> Information supplied:
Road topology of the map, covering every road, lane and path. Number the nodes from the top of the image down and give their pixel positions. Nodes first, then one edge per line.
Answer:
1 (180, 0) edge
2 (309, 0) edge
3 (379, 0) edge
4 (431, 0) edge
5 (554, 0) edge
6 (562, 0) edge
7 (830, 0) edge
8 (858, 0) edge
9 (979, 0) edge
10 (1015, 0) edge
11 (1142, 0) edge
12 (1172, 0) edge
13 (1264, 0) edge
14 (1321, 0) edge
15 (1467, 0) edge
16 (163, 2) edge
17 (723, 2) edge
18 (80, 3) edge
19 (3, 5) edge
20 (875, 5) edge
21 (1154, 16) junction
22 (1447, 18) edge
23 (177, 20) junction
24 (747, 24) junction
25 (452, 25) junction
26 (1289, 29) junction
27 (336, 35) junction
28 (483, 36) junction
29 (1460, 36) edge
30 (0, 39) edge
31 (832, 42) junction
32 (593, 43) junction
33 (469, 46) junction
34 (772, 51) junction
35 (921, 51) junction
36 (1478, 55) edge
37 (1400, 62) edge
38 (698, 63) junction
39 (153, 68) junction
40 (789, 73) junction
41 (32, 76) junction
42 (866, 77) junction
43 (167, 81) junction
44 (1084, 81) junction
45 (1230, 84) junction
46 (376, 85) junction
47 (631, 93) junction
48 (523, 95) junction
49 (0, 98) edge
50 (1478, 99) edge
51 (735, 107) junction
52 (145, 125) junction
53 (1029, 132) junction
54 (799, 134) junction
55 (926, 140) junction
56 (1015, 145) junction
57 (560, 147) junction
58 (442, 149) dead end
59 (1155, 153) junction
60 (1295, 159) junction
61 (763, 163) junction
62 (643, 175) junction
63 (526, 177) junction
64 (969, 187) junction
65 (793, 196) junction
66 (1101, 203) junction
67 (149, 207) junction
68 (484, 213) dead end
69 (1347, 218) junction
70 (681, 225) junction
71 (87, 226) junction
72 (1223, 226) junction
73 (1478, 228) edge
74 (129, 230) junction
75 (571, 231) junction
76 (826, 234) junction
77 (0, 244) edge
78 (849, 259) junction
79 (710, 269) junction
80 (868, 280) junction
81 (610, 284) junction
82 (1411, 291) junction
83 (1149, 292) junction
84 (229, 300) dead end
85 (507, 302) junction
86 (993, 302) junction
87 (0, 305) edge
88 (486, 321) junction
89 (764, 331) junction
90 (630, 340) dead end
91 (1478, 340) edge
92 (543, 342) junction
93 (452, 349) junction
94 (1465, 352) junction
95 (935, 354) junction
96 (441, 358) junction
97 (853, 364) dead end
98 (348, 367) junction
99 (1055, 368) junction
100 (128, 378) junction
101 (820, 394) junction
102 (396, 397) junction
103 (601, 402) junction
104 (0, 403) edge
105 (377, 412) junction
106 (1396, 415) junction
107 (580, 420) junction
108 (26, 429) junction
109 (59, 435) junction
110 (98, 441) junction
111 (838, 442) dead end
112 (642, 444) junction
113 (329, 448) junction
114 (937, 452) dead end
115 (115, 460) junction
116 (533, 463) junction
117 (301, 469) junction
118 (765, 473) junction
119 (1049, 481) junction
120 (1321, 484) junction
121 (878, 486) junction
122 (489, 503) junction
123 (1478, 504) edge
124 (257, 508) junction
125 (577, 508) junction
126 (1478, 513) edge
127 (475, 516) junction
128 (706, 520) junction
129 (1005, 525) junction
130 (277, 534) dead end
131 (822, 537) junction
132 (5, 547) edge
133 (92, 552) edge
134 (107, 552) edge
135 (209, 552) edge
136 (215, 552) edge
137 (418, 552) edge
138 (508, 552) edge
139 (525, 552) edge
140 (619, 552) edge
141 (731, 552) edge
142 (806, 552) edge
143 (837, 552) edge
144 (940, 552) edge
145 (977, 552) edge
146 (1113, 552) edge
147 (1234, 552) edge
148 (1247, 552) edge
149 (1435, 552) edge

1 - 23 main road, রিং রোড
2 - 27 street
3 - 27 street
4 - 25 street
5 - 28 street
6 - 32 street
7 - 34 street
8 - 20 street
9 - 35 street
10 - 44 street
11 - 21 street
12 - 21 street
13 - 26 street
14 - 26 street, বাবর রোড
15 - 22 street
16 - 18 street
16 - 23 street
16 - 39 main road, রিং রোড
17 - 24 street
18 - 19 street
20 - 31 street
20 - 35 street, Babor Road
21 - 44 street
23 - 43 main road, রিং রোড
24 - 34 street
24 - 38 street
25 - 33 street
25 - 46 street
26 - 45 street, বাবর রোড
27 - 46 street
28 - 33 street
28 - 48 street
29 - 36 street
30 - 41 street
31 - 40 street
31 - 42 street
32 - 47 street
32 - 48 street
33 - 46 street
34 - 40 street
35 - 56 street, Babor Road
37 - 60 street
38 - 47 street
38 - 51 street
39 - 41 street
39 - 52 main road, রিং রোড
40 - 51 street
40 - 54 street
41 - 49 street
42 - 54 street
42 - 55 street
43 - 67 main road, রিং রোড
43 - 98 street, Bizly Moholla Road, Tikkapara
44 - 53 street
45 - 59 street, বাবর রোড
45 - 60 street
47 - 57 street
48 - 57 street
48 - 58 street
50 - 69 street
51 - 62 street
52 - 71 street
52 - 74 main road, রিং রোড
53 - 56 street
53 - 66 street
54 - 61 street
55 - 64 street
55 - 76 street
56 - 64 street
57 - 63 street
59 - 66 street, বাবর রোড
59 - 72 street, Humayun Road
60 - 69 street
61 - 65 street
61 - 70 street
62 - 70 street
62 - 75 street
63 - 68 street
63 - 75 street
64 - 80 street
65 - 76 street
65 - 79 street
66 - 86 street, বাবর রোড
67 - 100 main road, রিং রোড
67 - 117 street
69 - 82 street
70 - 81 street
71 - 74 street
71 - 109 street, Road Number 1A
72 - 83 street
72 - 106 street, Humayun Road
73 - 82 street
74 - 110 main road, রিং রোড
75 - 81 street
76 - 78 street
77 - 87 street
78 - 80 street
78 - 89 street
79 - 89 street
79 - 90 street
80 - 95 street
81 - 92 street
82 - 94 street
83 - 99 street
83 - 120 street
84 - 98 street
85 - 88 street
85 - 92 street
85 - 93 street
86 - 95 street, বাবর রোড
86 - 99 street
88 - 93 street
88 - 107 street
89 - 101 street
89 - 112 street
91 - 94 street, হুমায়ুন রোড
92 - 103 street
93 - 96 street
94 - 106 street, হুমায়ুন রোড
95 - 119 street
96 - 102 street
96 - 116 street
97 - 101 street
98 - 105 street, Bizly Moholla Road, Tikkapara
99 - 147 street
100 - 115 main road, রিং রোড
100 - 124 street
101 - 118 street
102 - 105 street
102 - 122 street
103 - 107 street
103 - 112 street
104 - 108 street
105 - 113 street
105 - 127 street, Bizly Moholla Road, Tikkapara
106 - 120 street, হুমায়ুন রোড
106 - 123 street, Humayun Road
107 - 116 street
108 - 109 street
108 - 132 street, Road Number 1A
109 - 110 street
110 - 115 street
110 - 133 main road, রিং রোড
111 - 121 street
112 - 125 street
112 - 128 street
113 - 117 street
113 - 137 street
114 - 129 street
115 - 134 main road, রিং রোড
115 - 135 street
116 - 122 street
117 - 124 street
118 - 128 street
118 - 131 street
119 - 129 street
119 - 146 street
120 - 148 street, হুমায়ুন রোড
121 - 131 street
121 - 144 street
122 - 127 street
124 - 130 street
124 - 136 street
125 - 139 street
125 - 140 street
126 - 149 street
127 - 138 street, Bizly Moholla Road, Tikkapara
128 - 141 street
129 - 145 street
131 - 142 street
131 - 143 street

---

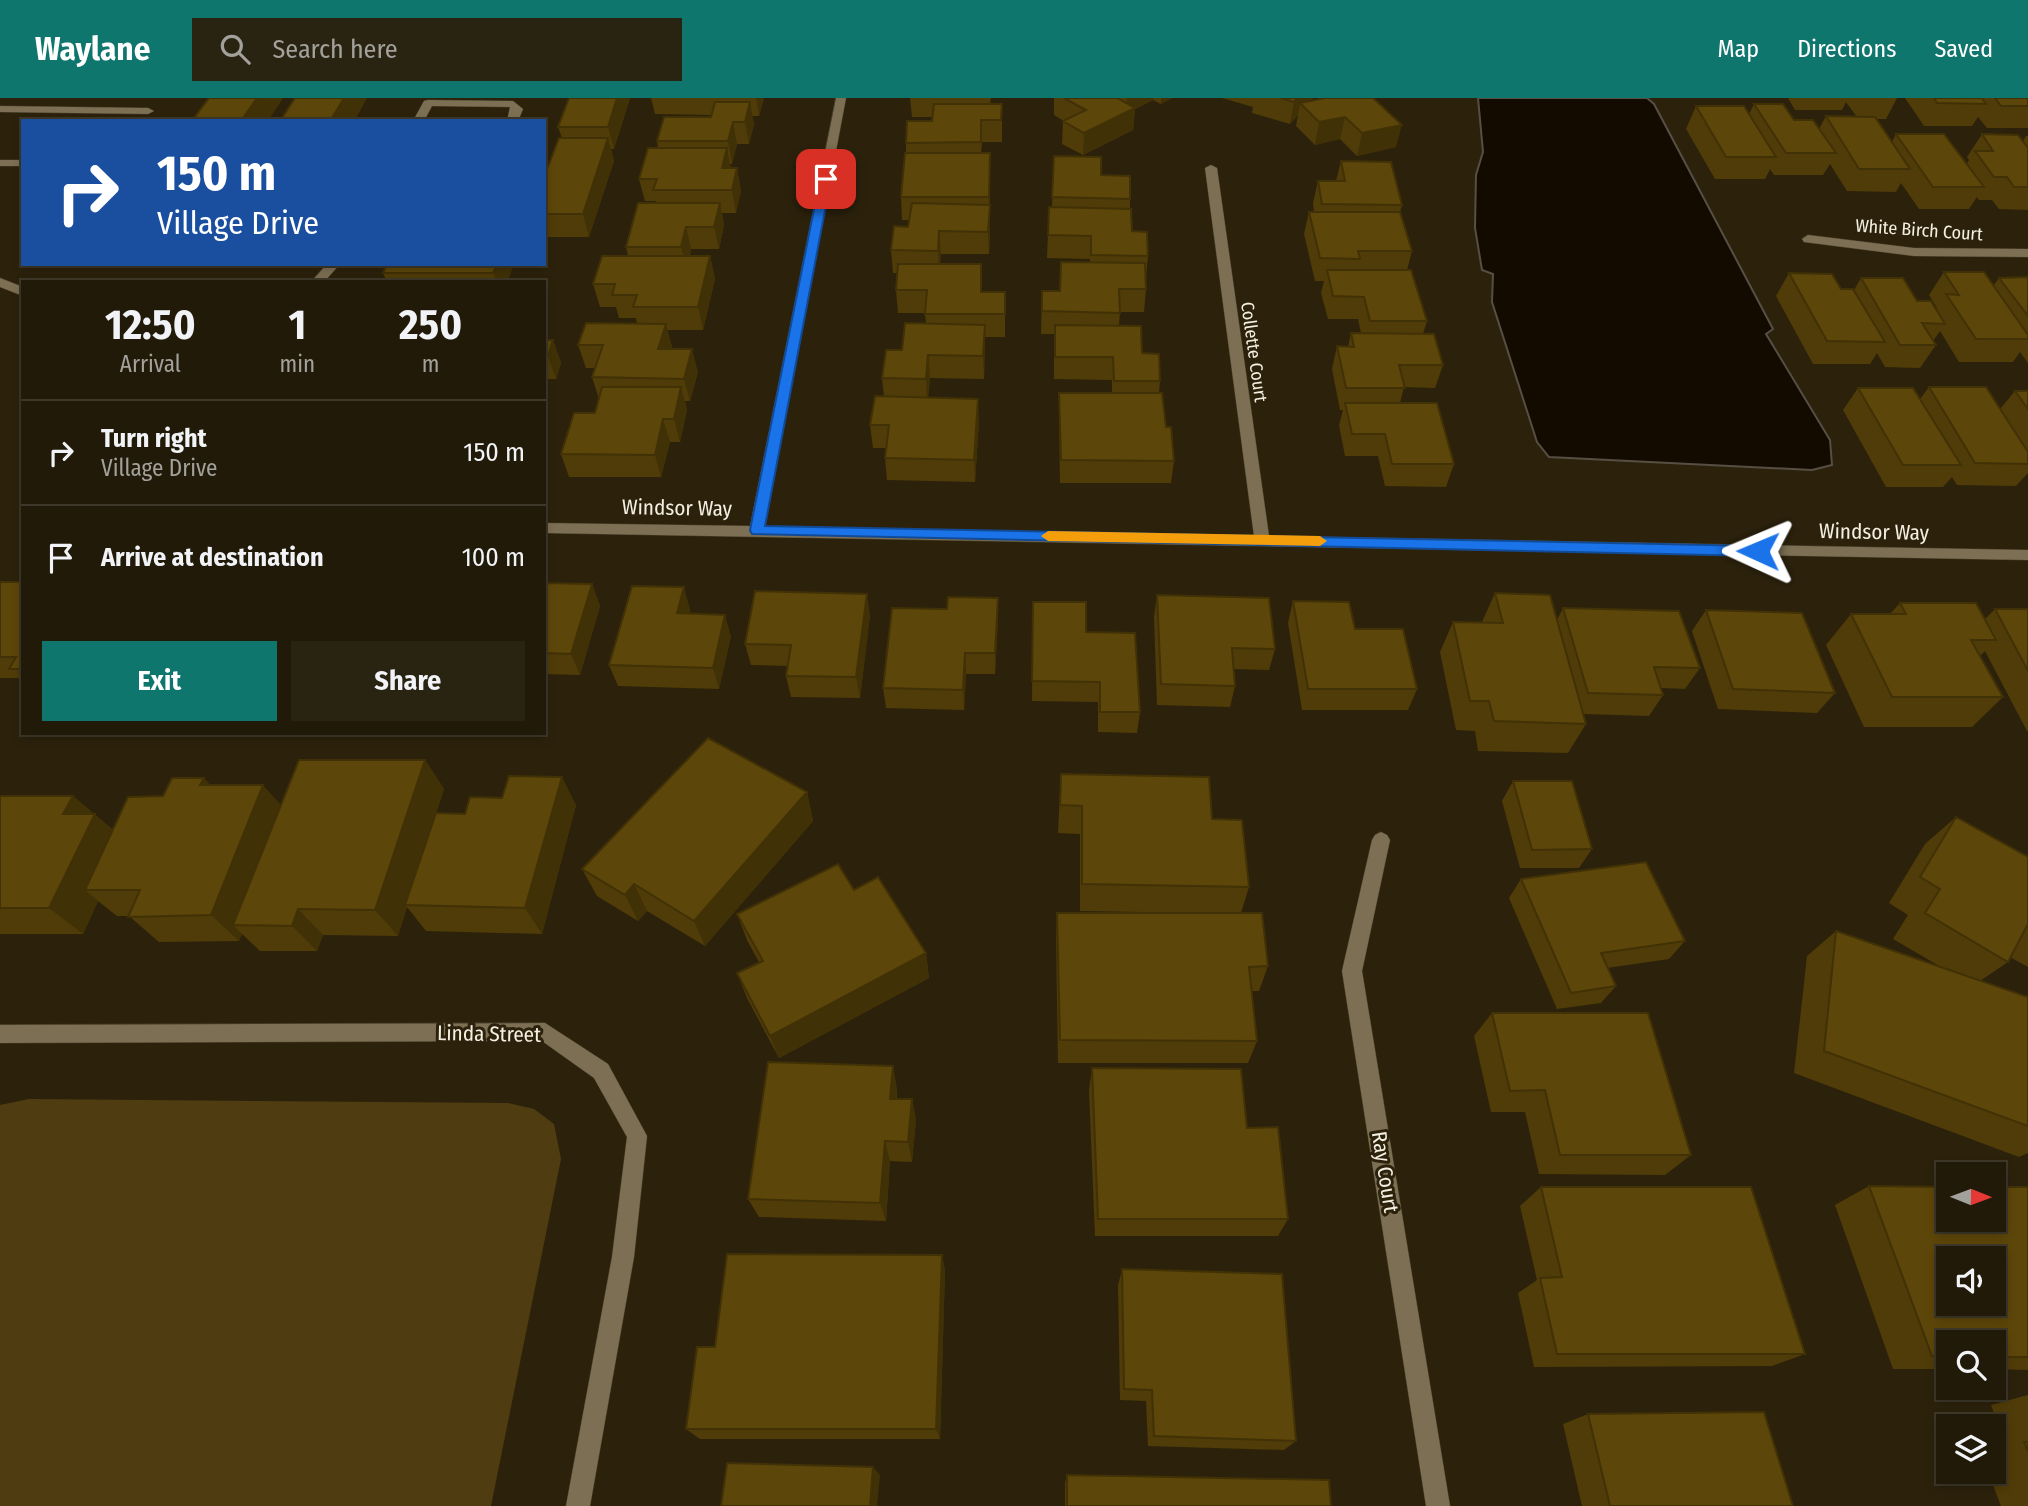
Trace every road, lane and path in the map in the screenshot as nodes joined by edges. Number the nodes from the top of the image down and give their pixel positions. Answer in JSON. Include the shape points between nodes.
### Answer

> Try it: Using the listing, collect all lines in which the string "their" is found.

> Response for this exercise:
Road topology of the map, covering every road, lane and path. Number the nodes from the top of the image down and give their pixel positions. Nodes first, then one edge per line.
Trace every road, lane and path in the map in the screenshot as nodes joined by edges. Number the nodes from the top of the image down and give their pixel positions. Answer in JSON. Include the shape points between nodes.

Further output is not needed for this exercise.